ATA: Adaptive Task Allocation for Efficient Resource Management in Distributed Machine Learning
Artavazd Maranjyan, El Mehdi Saad, Peter Richtárik, Francesco Orabona
TL;DR
The paper tackles efficient resource management for distributed machine learning under asynchronous execution by learning how to allocate a fixed task budget $B$ across $n$ heterogeneous workers with unknown compute times. It recasts the problem as a non-linear stochastic bandit with partial feedback and introduces Adaptive Task Allocation (ATA), a lower-confidence-bound strategy that minimizes a proxy loss $\ell(\bm{a},\bm{\mu}) = \max_i a_i \mu_i$ and yields a near-optimal total computation time.
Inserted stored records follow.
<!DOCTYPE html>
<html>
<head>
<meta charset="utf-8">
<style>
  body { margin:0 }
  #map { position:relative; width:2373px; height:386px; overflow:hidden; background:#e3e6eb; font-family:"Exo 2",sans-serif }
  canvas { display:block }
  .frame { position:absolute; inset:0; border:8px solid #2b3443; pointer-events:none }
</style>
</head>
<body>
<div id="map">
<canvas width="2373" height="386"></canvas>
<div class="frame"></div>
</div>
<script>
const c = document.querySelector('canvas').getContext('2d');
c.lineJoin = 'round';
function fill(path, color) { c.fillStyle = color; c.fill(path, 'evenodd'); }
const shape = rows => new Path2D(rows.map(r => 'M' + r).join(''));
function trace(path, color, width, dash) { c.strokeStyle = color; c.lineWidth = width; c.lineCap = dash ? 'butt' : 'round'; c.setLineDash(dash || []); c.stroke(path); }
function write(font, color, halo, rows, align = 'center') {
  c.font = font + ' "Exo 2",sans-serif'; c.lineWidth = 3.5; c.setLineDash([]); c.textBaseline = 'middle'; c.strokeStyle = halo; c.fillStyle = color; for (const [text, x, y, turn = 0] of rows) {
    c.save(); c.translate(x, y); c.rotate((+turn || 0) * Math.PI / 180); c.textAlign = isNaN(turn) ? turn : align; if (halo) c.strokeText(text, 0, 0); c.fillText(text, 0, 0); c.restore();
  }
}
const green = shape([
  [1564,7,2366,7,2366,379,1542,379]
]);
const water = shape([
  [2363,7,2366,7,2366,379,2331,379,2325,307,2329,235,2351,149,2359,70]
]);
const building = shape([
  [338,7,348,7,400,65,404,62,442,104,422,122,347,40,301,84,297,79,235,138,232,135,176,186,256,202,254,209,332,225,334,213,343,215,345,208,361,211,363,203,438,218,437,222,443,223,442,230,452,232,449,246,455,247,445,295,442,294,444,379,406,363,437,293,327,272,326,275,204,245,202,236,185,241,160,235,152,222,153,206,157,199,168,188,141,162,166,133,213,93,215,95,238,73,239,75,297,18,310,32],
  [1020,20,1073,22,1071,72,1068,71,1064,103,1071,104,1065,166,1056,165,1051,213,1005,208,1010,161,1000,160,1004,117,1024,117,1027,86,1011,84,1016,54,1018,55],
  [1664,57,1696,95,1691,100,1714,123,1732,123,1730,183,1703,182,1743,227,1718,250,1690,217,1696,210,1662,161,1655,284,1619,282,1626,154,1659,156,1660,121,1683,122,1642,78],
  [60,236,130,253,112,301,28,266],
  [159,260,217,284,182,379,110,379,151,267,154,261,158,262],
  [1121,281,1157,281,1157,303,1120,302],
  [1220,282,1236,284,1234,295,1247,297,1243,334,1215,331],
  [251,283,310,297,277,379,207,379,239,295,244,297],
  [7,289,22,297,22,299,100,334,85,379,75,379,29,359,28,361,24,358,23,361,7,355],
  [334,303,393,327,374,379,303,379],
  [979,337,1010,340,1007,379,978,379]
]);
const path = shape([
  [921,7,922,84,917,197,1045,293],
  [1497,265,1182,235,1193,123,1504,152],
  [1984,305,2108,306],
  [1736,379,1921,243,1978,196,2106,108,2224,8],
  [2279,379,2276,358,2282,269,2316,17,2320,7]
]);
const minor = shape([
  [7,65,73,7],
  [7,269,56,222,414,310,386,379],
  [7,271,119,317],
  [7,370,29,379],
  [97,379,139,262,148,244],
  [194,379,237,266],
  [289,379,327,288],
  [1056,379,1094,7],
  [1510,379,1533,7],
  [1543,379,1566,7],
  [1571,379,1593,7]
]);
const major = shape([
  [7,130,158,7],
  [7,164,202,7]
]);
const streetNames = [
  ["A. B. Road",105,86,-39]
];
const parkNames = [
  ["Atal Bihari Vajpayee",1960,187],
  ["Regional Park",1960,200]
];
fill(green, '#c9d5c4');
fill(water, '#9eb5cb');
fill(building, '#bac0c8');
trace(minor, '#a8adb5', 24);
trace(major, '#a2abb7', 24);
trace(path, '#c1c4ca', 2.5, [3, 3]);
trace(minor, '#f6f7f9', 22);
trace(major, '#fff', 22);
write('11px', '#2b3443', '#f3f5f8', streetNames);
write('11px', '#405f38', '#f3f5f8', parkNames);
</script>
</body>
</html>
The authors prove that ATA achieves a total time within a factor $(1+4\eta\ln B)$ of the optimum with full knowledge of arm distributions, plus a logarithmic additive term in the horizon, and provide an empirical variant (ATA-Empirical) with data-dependent concentration for better practical performance. Through simulations and a CIFAR-100 CNN experiment, the method demonstrates reduced resource waste and competitive runtime compared with greedy and oracle-fixed allocations, highlighting its potential for cost-effective distributed learning. The work advances resource allocation for asynchronous ML by bridging online bandit methods with non-linear, combinatorial task assignment and providing rigorous performance guarantees.
Abstract
Asynchronous methods are fundamental for parallelizing computations in distributed machine learning. They aim to accelerate training by fully utilizing all available resources. However, their greedy approach can lead to inefficiencies using more computation than required, especially when computation times vary across devices. If the computation times were known in advance, training could be fast and resource-efficient by assigning more tasks to faster workers. The challenge lies in achieving this optimal allocation without prior knowledge of the computation time distributions. In this paper, we propose ATA (Adaptive Task Allocation), a method that adapts to heterogeneous and random distributions of worker computation times. Through rigorous theoretical analysis, we show that ATA identifies the optimal task allocation and performs comparably to methods with prior knowledge of computation times. Experimental results further demonstrate that ATA is resource-efficient, significantly reducing costs compared to the greedy approach, which can be arbitrarily expensive depending on the number of workers.